My Inner Child

My Inner Child Poem.jpg

Poem Prologue

I wrote My Inner Child two years ago. Poetry is an outlet for my pain. Writing, although difficult, helps get pieces of my brain onto the page so that I have more clarity on my struggles. Little did I know that this is where I would continually meet with our God. Jehovah has used this poem as a place holder in my life. He has been whispering gently to me, “Darling, we are coming back to this place of pain and I will go through it with you.”

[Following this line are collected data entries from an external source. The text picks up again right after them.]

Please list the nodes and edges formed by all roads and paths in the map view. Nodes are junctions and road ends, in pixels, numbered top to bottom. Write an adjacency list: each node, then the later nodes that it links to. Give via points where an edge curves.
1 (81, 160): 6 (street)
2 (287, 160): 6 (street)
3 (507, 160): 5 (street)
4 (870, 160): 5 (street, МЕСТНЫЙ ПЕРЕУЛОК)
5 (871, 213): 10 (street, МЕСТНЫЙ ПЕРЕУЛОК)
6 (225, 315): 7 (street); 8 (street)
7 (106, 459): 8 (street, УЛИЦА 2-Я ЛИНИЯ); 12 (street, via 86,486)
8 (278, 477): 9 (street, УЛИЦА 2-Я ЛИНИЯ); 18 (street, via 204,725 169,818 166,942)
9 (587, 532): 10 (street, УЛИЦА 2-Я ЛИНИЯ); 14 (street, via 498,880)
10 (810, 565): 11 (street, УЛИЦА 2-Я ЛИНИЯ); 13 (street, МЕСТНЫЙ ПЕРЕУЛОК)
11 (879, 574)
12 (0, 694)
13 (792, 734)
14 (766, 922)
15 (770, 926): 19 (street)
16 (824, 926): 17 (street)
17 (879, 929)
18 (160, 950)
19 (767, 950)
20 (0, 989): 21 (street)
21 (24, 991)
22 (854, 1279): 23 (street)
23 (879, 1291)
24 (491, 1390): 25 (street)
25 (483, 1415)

Two years ago I thought I had processed through the pain of my childhood, the hard places of abuse, and the loss of a father. Looking back, this poem is a snapshot of me standing on the precipice of my faith before taking the plunge into Jesus’ arms – and the conduit for this process? My unprocessed grief. What a journey!

This summer, Jehovah led me through a valley of the shadow of death where I faced deep pain and deep grief – and so far, in Abba’s grace, have come out the other end in His arms. When I reread My Inner Child, I see now that God wants us fully restored and reclaimed to Him. It is amazing how He does it and how He brings us back to our childlike hearts. This poem is an Ebenezer showing me that He cares deeply about us being fully integrated people with restored and passionate childlike hearts of flesh.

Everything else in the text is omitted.